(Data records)
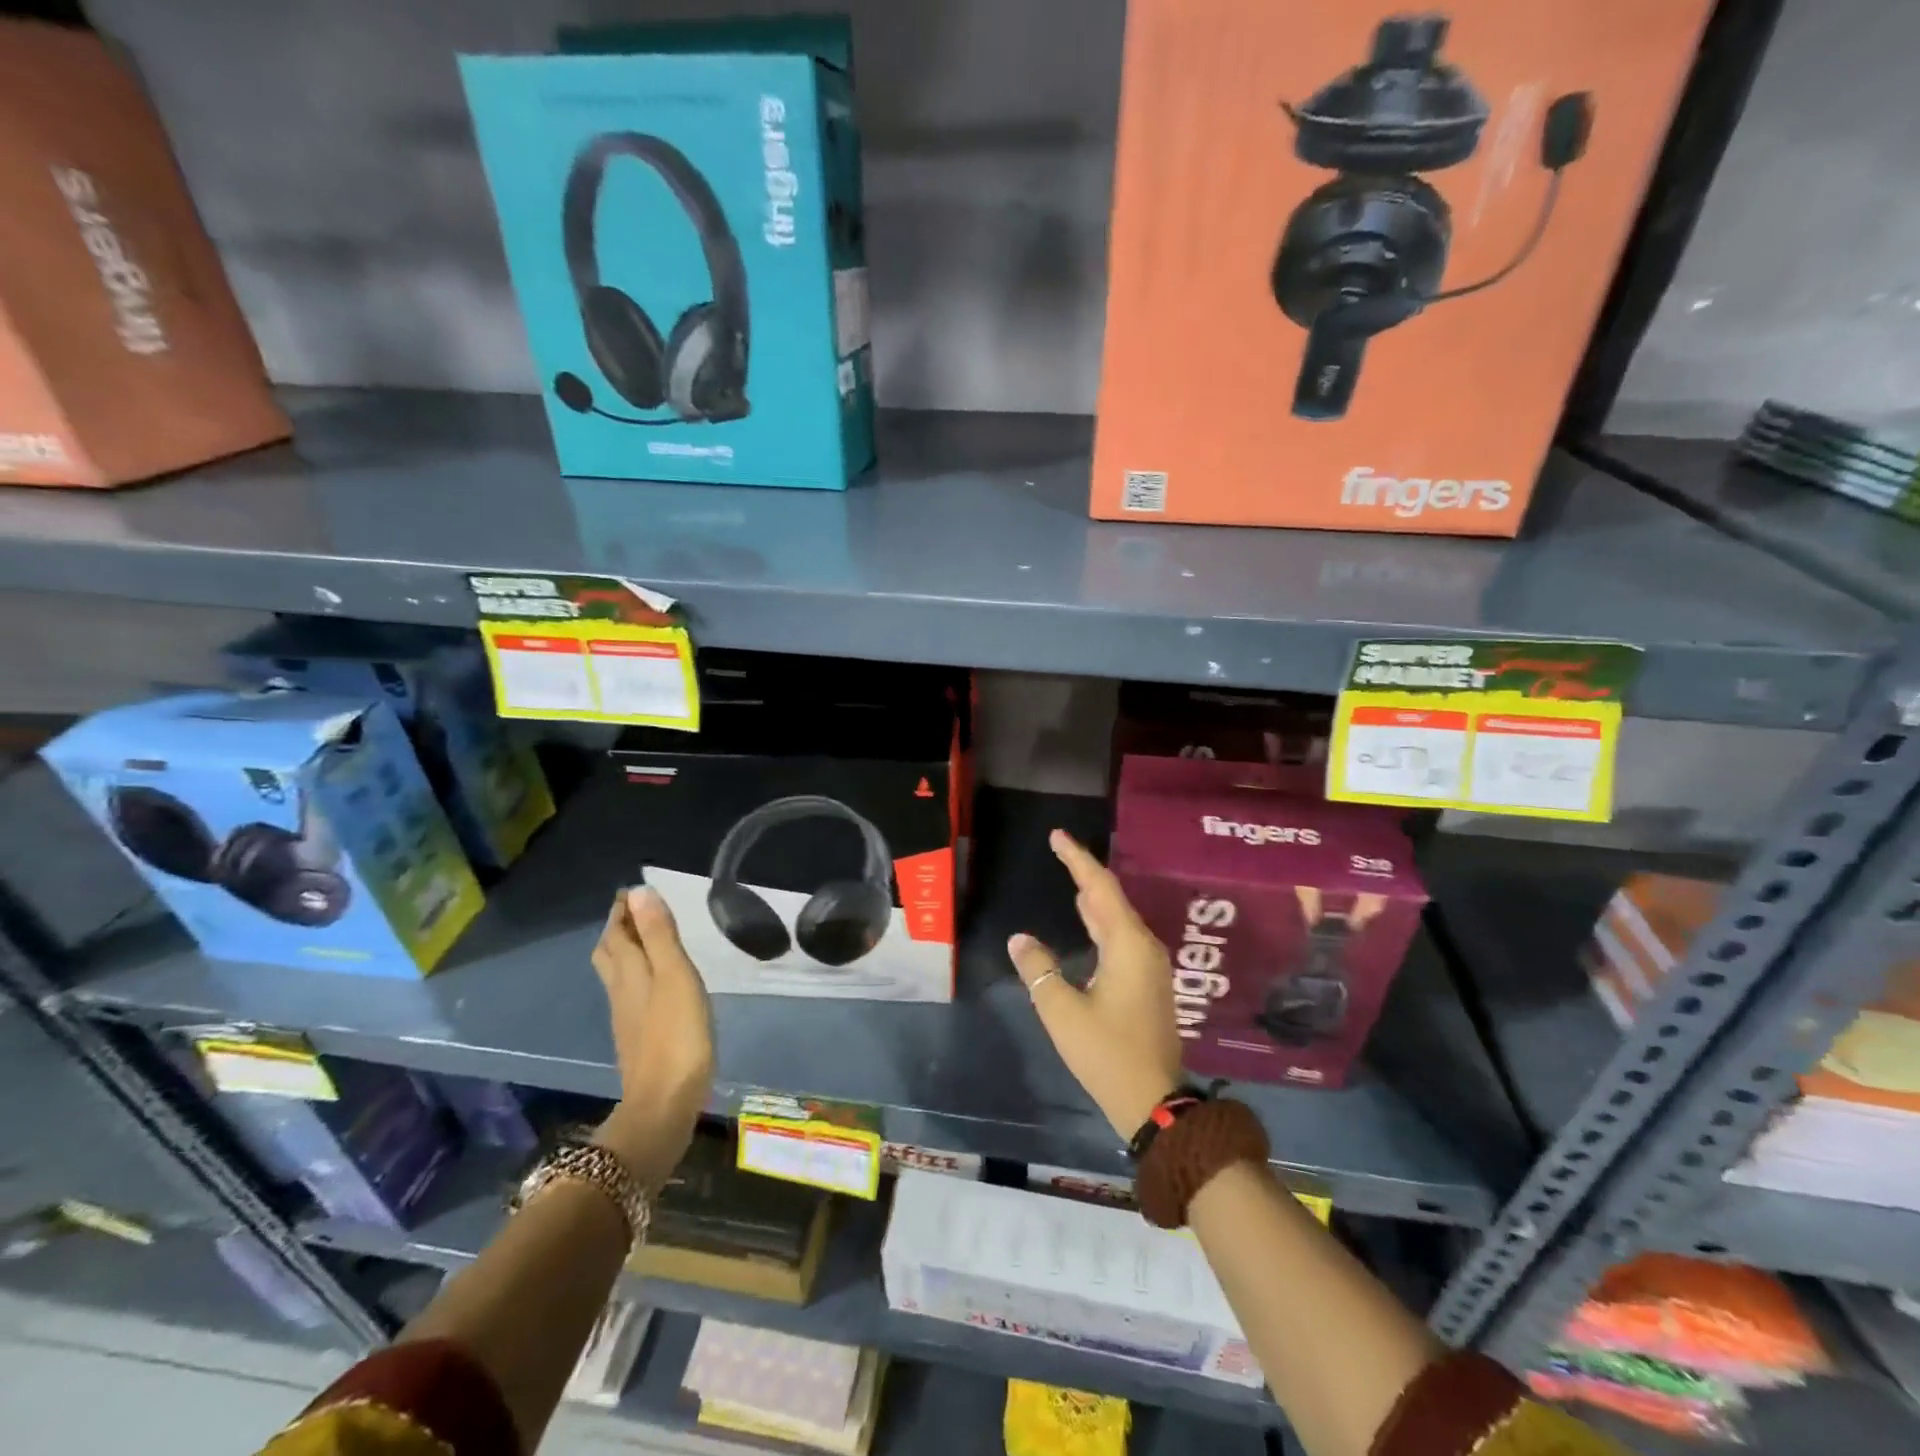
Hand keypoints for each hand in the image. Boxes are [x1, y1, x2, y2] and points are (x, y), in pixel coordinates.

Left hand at [590, 886, 714, 1185]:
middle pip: (610, 953)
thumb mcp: (675, 976)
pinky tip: (656, 983)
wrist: (664, 1103)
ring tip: (645, 939)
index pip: (617, 932)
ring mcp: (626, 1017)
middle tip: (636, 911)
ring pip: (617, 974)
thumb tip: (639, 892)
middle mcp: (621, 990)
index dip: (622, 910)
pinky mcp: (637, 1037)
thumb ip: (659, 935)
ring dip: (626, 950)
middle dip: (619, 928)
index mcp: (629, 972)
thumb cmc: (676, 1034)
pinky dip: (637, 975)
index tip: (632, 890)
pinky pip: (630, 993)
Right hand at [1009, 831, 1184, 1139]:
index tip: (1058, 836)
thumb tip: (1020, 939)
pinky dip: (1101, 923)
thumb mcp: (1062, 1010)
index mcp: (1127, 945)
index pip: (1100, 887)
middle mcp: (1143, 947)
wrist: (1154, 1101)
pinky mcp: (1147, 984)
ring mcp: (1149, 967)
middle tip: (1060, 851)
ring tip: (1071, 879)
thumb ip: (1038, 969)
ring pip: (1118, 920)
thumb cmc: (1106, 1052)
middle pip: (1111, 899)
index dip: (1077, 859)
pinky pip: (1121, 938)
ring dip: (1094, 899)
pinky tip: (1088, 922)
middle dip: (1085, 873)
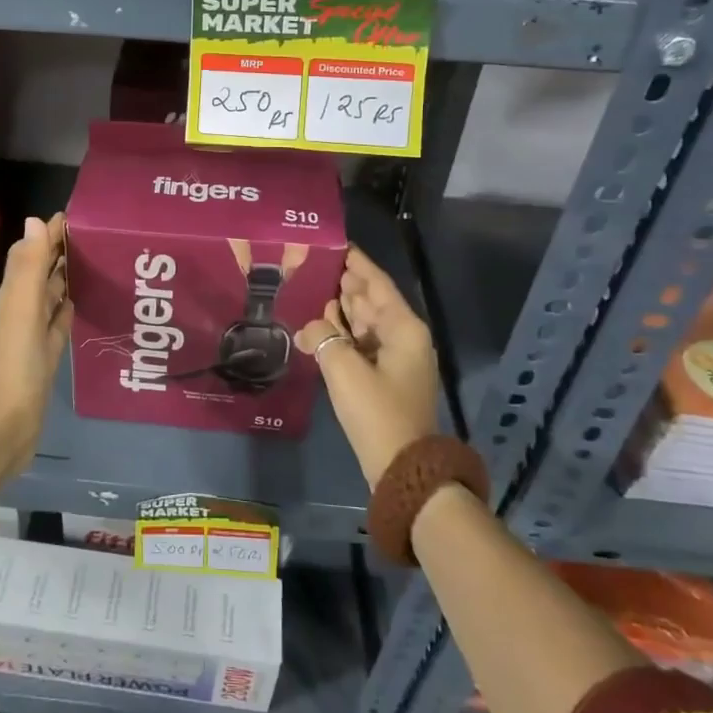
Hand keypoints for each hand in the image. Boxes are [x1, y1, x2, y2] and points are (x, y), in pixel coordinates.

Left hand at [0, 213, 71, 494]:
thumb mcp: (23, 309)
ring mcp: (35, 333)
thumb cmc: (17, 363)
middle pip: (42, 271)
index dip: (50, 233)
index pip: (32, 253)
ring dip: (68, 276)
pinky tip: (84, 301)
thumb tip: (36, 220)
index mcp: (14, 295)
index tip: (78, 215)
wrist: (10, 422)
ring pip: (52, 295)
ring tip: (97, 260)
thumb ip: (29, 267)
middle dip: (62, 251)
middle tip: (96, 234)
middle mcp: (22, 308)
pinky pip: (60, 321)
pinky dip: (70, 307)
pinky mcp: (47, 353)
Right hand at [297, 246, 439, 486]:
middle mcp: (402, 336)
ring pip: (364, 322)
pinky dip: (341, 332)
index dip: (356, 263)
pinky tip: (318, 324)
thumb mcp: (344, 370)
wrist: (402, 468)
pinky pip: (360, 343)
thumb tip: (311, 326)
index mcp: (403, 328)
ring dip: (340, 308)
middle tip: (311, 263)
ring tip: (310, 287)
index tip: (333, 243)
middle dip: (344, 283)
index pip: (377, 283)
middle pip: (370, 300)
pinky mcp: (383, 376)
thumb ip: (323, 337)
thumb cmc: (377, 412)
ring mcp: (394, 357)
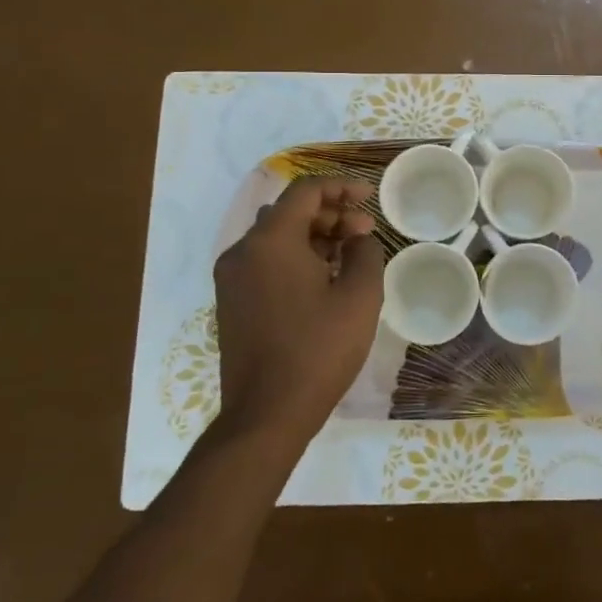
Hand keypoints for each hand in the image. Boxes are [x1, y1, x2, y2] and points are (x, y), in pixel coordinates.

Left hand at [208, 177, 383, 456]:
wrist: (267, 414)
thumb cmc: (319, 349)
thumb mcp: (360, 295)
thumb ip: (365, 252)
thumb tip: (357, 239)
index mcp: (271, 241)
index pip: (306, 191)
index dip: (341, 187)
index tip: (370, 197)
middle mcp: (243, 251)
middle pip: (289, 212)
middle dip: (330, 213)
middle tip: (364, 232)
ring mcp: (232, 279)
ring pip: (276, 237)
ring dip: (314, 236)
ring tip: (349, 255)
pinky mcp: (231, 303)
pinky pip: (265, 262)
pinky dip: (295, 257)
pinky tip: (324, 280)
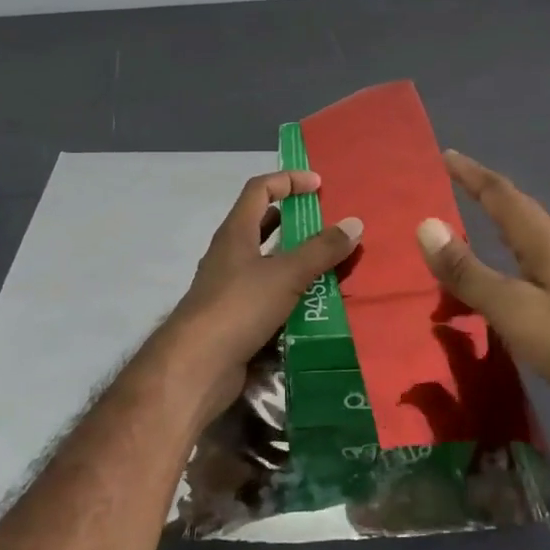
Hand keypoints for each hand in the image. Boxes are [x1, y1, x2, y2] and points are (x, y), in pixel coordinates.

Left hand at [158, 170, 361, 425]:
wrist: (195, 368)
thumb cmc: (238, 307)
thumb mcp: (286, 274)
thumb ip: (321, 250)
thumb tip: (354, 223)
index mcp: (236, 232)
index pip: (260, 189)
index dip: (288, 180)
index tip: (318, 185)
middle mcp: (231, 254)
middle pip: (263, 223)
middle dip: (295, 220)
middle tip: (328, 224)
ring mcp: (231, 287)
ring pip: (268, 261)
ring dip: (297, 258)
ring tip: (331, 263)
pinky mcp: (236, 317)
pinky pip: (269, 294)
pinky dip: (291, 292)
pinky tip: (315, 303)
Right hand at [416, 150, 549, 482]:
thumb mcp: (512, 309)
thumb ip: (468, 271)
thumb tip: (425, 224)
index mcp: (547, 243)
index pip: (503, 195)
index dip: (473, 175)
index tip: (447, 156)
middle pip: (519, 212)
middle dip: (486, 195)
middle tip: (454, 185)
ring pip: (528, 242)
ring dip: (499, 229)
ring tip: (471, 230)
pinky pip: (533, 271)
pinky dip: (507, 265)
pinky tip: (503, 287)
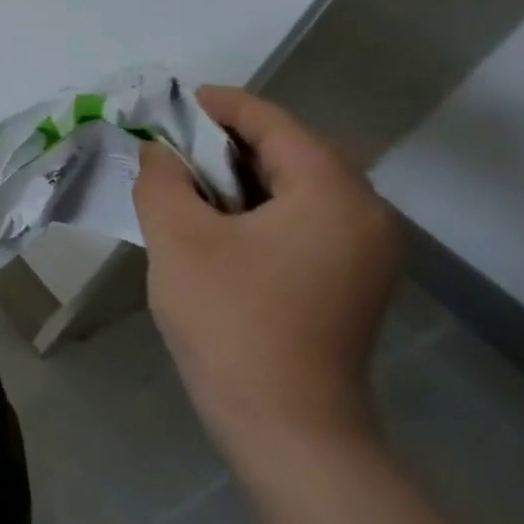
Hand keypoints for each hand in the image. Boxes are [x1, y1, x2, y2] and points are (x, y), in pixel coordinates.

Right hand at [133, 85, 403, 464]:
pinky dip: (258, 208)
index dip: (221, 106)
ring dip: (241, 176)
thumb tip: (157, 151)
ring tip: (184, 181)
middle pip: (293, 153)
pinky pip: (303, 220)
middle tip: (170, 145)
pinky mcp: (351, 281)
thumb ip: (162, 179)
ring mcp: (365, 252)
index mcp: (334, 195)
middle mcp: (366, 215)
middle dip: (228, 142)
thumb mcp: (178, 237)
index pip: (276, 125)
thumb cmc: (230, 318)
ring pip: (297, 188)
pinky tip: (215, 223)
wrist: (284, 421)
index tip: (173, 102)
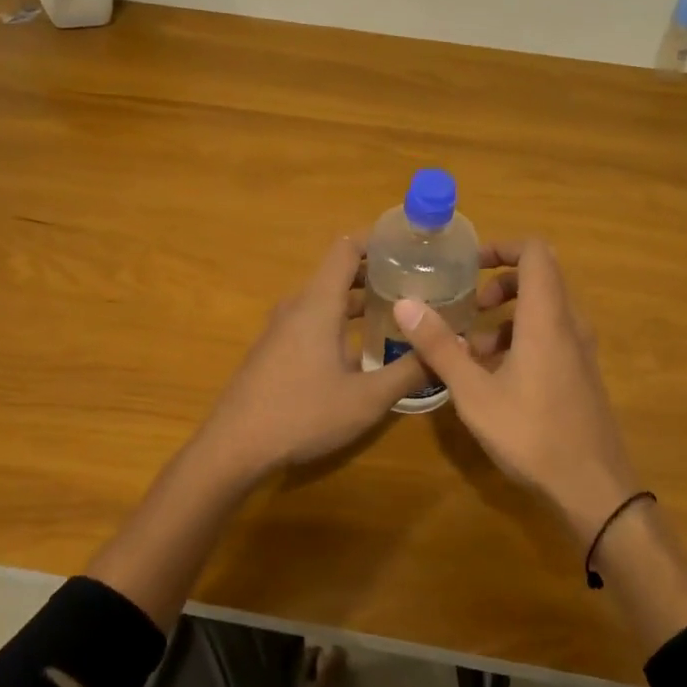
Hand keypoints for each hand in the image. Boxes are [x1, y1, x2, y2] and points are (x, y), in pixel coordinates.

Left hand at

▶ [What is expected] What's needed is an exact retyping of the records, pictures excluded.

▶ [Output below]
Hand keypoints for each hand in the image. Boxes are [x1, y1, x2, y2] and points are (x, y), in pixel coordinates.

Left hand at [590, 886, 714, 1185]:
middle pip: (610, 953)
thumb mcp: (675, 976)
pinky tip: (656, 983)
wrist: (664, 1103)
ring tip: (645, 939)
index pip: (617, 932)
ring mcp: (626, 1017)
middle tip: (636, 911)
ring pip: (617, 974)
thumb tip: (639, 892)
middle mcp: (621, 990)
index dip: (622, 910)
pinky mcp: (637, 1037)
thumb ip: (659, 935)
ring dip: (626, 950)
middle dip: (619, 928)
index mcp: (629, 972)
thumb cmc: (676, 1034)
pinky dip: (637, 975)
index tip: (632, 890)
pinky pip: (630, 993)
Right hand at [1009, 831, 1184, 1139]:
index tip: (1058, 836)
thumb tip: (1020, 939)
pinky dip: (1101, 923)
thumb mcp: (1062, 1010)
index mcp: (1127, 945)
index pip: (1100, 887)
middle mcp: (1143, 947)
wrist: (1154, 1101)
pinky mcp: (1147, 984)
ring mcp: (1149, 967)
middle tip: (1060, 851)
ring tip: (1071, 879)
thumb ip: (1038, 969)
ring pip: (1118, 920)
thumb cmc: (1106, 1052)
middle pip: (1111, 899)
index dip: (1077, 859)
pinky pip: (1121, 938)
ring dip: (1094, 899)
pinky tip: (1088, 922)
middle dip: (1085, 873)
Hand keypoints for each hand in the image. Boxes are [x1, y1, x2, y2] and points are (x, y), in pixel coordinates.

Left hand at [0, 213, 71, 494]:
thumb mcp: (23, 309)
ring mcp: (35, 333)
thumb cmc: (17, 363)
middle pip: (42, 271)
index dip: (50, 233)
index pip: (32, 253)
ring dip: (68, 276)
pinky tip: (84, 301)
thumb tip: (36, 220)
index mcp: (14, 295)
index tip: (78, 215)
wrist: (10, 422)
ring pip: (52, 295)
ring tip: (97, 260)
thumb ip: (29, 267)
middle dip: (62, 251)
middle tip: (96, 234)
middle mcp: (22, 308)
pinky pip: (60, 321)
pinky dip: (70, 307)
pinky mcp: (47, 353)
Right hand at [297, 246, 439, 486]:
middle mcp: (402, 336)
ring pip: (364, 322)
pinky dip: (341, 332)
index dip: (356, 263)
pinky tip: (318, 324)
thumb mcp: (344, 370)
wrist: (402, 468)
pinky pip: (360, 343)
thumb tip: (311, 326)
index mcp: (403, 328)
ring dip: (340, 308)
middle tip: (311, 263)
ring tip: (310, 287)
index tip: (333, 243)
middle dip: (344, 283)
index pip: (377, 283)
middle pip: (370, 300)
pinky mcp: (383, 376)
thumb ip: (323, 337)
thumb cmc: (377, 412)
ring mcp: (394, 357)
Hand keypoints for each hand in the image. Boxes are [x1, y1, x2, y2] and points are (x, y), in pixel coordinates.

Left hand at [208, 177, 383, 456]:
wrist: (267, 414)
thumb cmc: (319, 349)
thumb mcp: (360, 295)
thumb ip: (365, 252)
thumb tip: (357, 239)
index mcp: (271, 241)
index pip: (306, 191)
index dip: (341, 187)
index tip: (370, 197)
middle mcp: (243, 251)
middle pip: (289, 212)
middle dip: (330, 213)
middle tip: (364, 232)
ring mcp: (232, 279)
ring pip: (276, 237)
ring dip: (314, 236)
ring tip: (349, 255)
pinky mcp: (231, 303)
pinky pip: (265, 262)
pinky dip: (295, 257)
pinky tip: (324, 280)
Hand keypoints for each hand in the image. Boxes are [x1, y1, x2, y2] and points are (x, y), in pixel coordinates.

Left hand at [158, 170, 361, 425]:
wrist: (195, 368)
thumb cmc: (238, 307)
thumb mcp: (286, 274)
thumb ip: (321, 250)
thumb tip: (354, 223)
index mcp: (236, 232)
index pip: (260, 189)
index dip: (288, 180)
index tip: (318, 185)
middle mcp: (231, 254)
middle pip: (263, 223)
middle dip: (295, 220)
middle tip: (328, 224)
ring mcp: (231, 287)
ring pip: (268, 261)
ring dip: (297, 258)
ring tip: (331, 263)
pinky mcp: (236, 317)
pinky pip: (269, 294)
pinky dip: (291, 292)
pinky tip: (315, 303)
Right hand at [416, 150, 549, 482]:
thumb mcp: (512, 309)
thumb ip: (468, 271)
thumb tip: (425, 224)
index mcp: (547, 243)
index pip: (503, 195)
index dip: (473, 175)
index tip: (447, 156)
middle pip: (519, 212)
middle dip: (486, 195)
middle tip: (454, 185)
ring pip: (528, 242)
ring dip: (499, 229)
ring tip: (471, 230)
pinky pip: (533, 271)
pinky dip: (507, 265)
pinky tip: (503, 287)
Hand keypoints for each hand in the image. Boxes are [x1, y1, x2, y2] and points are (x, y), in pixel coordinates.

Right hand at [133, 85, 403, 464]:
pinky dip: (258, 208)
index dip: (221, 106)
ring dip: (241, 176)
thumb tip: (157, 151)
ring tip: (184, 181)
middle pip: (293, 153)
pinky pip: (303, 220)
middle tip: (170, 145)
pinky mcp: (351, 281)
thumb ip: (162, 179)
ring mcp: (365, 252)
index mcp: (334, 195)
middle mcp: (366, 215)
middle dip: (228, 142)
thumb mcp: (178, 237)
index pip: (276, 125)
thumb cmc: (230, 318)
ring pip: (297, 188)
pinky tip: (215, 223)
wrist: (284, 421)
index tip: (173, 102)
Hand keypoints for each hand in the image. Boxes are [x1, y1, x2, y2] and points are (x, y), in pixel coordinates.

Left hand at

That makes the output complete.